And the implications were immediate. With Chinese support, Cochin flourished. Pepper flowed from private warehouses instead of state-run storehouses. Merchants arrived not with caution but with enthusiasm. The Chetty traders of Cochin, unburdened by regulation, became crucial middlemen for the Ming fleets, sourcing gemstones, pearls, and aromatics from across the Indian Ocean. And though the Ming did not station troops or build forts, their very presence kept the Zamorin's ambitions in check. He dared not to touch Cochin as long as the Chinese protected them.


Calicut (Kozhikode) on the Malabar coast of India, Civitates orbis terrarum, 1572


This doesn't mean that the Chinese actively challenged Calicut. They still continued to trade with the Zamorin. Ma Huan wrote about thriving Arab trade in Calicut and the exotic goods they traded with the Chinese. There are records of the rulers of Calicut, Cochin and Kollam visiting Nanjing (Ming Capital) along with the dignitaries from other nations. Perhaps the most vivid example of this interaction is the story of Sha Ban (沙班), a man from Calicut who migrated to Ming China. He accompanied Zheng He on his final voyage and rose to the rank of vice-commander in the imperial bodyguard in Nanjing.
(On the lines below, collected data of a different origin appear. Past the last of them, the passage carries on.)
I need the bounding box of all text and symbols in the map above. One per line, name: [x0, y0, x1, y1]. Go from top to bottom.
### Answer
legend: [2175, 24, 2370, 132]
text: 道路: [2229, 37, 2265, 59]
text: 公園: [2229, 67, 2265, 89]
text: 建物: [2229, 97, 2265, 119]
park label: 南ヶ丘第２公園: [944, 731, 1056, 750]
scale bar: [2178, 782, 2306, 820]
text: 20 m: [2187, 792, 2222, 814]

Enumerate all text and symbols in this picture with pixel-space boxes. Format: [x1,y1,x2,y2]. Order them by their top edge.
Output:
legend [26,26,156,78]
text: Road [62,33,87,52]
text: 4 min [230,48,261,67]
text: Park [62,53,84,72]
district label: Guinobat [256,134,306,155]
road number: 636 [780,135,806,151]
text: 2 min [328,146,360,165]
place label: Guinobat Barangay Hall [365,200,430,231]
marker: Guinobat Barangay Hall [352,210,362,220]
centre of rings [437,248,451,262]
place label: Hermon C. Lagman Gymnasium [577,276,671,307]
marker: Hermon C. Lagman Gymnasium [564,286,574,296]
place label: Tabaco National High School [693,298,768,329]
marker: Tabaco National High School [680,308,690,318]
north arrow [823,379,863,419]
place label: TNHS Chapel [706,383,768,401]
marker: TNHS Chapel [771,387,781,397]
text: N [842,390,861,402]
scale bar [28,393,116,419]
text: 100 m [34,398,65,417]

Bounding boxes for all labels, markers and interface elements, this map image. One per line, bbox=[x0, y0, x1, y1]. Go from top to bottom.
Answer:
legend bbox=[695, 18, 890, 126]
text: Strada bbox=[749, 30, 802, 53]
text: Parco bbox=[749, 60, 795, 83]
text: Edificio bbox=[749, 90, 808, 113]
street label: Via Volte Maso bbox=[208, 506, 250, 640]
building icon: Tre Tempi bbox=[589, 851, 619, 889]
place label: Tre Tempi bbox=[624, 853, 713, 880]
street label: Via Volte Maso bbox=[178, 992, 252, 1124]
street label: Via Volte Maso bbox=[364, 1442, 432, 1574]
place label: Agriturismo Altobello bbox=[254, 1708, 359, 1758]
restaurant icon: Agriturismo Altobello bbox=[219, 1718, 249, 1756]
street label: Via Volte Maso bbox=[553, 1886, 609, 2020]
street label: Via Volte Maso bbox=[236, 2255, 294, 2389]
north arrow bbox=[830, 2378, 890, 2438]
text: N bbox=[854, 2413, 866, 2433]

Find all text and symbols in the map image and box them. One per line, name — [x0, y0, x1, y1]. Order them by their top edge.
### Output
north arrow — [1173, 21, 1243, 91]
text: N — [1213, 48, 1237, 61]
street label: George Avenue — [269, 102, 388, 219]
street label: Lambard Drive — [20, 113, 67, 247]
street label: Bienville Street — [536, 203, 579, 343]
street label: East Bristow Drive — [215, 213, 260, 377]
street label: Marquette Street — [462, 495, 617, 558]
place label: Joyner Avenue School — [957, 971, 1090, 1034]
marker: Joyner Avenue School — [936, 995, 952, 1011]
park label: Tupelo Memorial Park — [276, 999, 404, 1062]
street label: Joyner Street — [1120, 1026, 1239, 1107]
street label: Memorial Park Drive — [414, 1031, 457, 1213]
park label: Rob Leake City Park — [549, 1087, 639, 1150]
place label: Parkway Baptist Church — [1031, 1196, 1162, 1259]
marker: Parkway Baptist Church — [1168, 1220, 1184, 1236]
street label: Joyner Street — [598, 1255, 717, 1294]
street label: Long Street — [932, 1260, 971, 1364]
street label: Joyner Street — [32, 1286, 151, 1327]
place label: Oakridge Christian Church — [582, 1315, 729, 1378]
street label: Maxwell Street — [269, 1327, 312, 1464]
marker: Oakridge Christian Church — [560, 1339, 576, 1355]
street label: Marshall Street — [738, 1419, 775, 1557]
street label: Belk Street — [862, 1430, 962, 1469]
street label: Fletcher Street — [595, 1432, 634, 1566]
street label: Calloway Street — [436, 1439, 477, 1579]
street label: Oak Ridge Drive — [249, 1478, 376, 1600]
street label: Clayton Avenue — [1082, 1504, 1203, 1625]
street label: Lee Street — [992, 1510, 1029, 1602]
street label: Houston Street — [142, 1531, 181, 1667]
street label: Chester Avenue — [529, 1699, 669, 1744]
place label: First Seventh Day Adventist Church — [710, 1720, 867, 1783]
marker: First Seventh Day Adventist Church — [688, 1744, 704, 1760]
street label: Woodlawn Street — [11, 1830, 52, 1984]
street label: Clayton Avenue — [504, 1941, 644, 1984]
The Malayali's descendants served the Ming government for seven generations, underscoring the human and cultural exchanges catalyzed by these expeditions. However, the array of huge Chinese ships at Calicut, as described by Ibn Battuta a few decades prior, must've become a thing of the past because of the changing political realities. If anything, it was the Zamorin's uneasiness that caused further deterioration of their relationship, as it led to a minor (armed) skirmish between the two. The Ming ships seem to have refused to anchor at Calicut after this incident, although they continued to trade with Cochin.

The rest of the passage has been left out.